Education International
Education International

EI demands urgent action in Nigeria

published 14 May 2014 updated 28 May 2014

Education International has urged the ILO and UNESCO to take immediate and effective action with respect to the attacks on schools in the Nigerian states Borno, Yobe and Adamawa by Boko Haram, a group of islamist extremists opposed to “Western education”.

Education International (EI) has provided the UN agencies with a list containing the names of 171 teachers who were assassinated in Borno alone since 2009. The latest recorded incident concerns the assassination of six teachers in their homes in the town of Dikwa (Borno) on 12 March 2014. After the brutal killings, members of Boko Haram allegedly took the teachers’ wives (4) and children (22) to an unknown location. The women and children are believed to still be in captivity.

In a letter to the Director Generals of the ILO and UNESCO, EI stresses that the authorities have not taken any type of effective action to locate the abducted members of the teachers’ families.
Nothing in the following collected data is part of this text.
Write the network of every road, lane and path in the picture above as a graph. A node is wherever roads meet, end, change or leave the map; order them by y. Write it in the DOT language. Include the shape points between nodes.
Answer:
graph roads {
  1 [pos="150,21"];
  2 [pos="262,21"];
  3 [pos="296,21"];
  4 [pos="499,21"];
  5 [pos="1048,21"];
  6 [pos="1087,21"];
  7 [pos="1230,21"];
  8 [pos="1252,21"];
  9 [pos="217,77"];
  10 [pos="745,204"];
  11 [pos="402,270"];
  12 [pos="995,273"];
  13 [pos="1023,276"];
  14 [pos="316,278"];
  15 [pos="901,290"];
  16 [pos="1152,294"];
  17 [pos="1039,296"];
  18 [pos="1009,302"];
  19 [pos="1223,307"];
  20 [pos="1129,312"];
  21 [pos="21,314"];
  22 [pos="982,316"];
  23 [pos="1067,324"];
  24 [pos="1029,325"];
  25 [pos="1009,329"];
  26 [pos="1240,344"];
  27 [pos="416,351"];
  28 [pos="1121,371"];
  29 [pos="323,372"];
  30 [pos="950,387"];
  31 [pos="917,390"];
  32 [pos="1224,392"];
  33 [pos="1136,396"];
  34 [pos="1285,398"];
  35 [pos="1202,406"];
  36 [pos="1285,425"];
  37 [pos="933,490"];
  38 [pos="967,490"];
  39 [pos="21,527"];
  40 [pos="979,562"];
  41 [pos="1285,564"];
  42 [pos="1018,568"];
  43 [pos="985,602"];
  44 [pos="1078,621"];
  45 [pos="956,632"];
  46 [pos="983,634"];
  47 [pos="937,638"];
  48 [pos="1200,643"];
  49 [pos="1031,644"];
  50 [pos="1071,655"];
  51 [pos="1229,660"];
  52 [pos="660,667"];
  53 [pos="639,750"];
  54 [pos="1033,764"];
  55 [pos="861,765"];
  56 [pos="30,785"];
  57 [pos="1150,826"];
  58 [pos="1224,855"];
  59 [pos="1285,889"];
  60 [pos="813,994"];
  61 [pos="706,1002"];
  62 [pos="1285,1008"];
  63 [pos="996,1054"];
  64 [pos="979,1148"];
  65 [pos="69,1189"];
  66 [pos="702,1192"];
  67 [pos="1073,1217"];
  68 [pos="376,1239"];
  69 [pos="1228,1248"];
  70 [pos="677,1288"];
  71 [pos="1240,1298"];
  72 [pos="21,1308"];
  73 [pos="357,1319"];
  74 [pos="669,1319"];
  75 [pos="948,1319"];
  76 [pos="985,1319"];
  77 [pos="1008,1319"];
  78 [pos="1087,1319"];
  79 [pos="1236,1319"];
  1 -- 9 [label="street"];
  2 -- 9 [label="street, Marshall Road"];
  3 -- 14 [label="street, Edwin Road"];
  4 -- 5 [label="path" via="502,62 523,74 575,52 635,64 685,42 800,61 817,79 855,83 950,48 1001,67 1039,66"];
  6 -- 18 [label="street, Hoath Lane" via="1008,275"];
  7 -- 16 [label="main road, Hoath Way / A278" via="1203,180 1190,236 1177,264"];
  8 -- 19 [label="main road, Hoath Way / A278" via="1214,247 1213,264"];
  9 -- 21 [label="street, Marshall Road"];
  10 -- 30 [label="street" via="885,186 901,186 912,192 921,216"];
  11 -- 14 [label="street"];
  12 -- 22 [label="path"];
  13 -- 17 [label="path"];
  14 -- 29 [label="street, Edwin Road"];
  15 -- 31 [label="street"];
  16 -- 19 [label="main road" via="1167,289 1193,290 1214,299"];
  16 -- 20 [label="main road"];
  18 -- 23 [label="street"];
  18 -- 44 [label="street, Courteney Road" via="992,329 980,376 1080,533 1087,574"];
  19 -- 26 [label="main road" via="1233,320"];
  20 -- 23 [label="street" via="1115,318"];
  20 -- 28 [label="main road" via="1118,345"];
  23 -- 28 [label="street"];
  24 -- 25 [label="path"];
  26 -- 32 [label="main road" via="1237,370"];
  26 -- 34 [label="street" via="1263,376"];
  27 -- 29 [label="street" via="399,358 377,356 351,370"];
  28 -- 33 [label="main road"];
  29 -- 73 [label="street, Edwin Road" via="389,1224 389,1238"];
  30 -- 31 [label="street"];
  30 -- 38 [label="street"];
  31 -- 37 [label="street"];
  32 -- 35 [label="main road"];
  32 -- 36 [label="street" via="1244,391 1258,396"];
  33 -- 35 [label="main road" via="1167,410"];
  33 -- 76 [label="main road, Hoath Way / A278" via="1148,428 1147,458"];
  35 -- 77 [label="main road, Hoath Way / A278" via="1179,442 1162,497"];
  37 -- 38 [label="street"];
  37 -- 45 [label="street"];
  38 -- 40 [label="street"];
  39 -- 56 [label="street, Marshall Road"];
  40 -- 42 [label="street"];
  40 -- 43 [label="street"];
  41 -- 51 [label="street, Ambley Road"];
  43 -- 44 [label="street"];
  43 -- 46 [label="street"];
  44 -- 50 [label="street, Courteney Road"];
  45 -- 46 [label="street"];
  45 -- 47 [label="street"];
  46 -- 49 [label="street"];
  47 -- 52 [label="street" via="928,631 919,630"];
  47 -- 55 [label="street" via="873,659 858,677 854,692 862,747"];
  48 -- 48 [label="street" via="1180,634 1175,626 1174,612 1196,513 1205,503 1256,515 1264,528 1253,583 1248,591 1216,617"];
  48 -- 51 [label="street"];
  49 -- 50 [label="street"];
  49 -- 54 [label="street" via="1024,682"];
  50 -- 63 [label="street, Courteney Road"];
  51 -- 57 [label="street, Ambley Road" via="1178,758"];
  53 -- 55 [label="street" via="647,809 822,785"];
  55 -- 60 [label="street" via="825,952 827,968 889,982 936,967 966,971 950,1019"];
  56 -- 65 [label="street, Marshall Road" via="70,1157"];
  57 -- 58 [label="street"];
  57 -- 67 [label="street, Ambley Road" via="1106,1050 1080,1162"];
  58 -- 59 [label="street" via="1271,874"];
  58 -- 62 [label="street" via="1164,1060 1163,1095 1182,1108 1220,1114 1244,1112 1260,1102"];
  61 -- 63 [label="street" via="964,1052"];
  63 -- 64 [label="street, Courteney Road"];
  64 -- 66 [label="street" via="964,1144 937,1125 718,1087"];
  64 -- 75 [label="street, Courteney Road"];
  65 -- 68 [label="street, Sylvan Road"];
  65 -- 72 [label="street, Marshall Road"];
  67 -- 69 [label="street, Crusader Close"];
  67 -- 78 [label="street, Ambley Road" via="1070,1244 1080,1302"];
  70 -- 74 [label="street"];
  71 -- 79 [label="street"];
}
According to EI General Secretary Fred van Leeuwen, “To date, the national, state and local authorities of Nigeria have failed to take measures to ensure the safety and security of students and teachers, particularly in the areas of the insurgency.”

Education International is urging the ILO and UNESCO to insist with the Nigerian authorities that every possible effort be made to prevent further assassinations of teachers, particularly in the areas of insurgency, and to be more vigilant in the search for the abducted schoolgirls and the members of teachers’ families.

In the letter to the ILO and UNESCO, EI also asks that “the perpetrators of these crimes be hunted down and brought to trial; and that financial compensation be awarded to the spouses and children of the assassinated teachers.”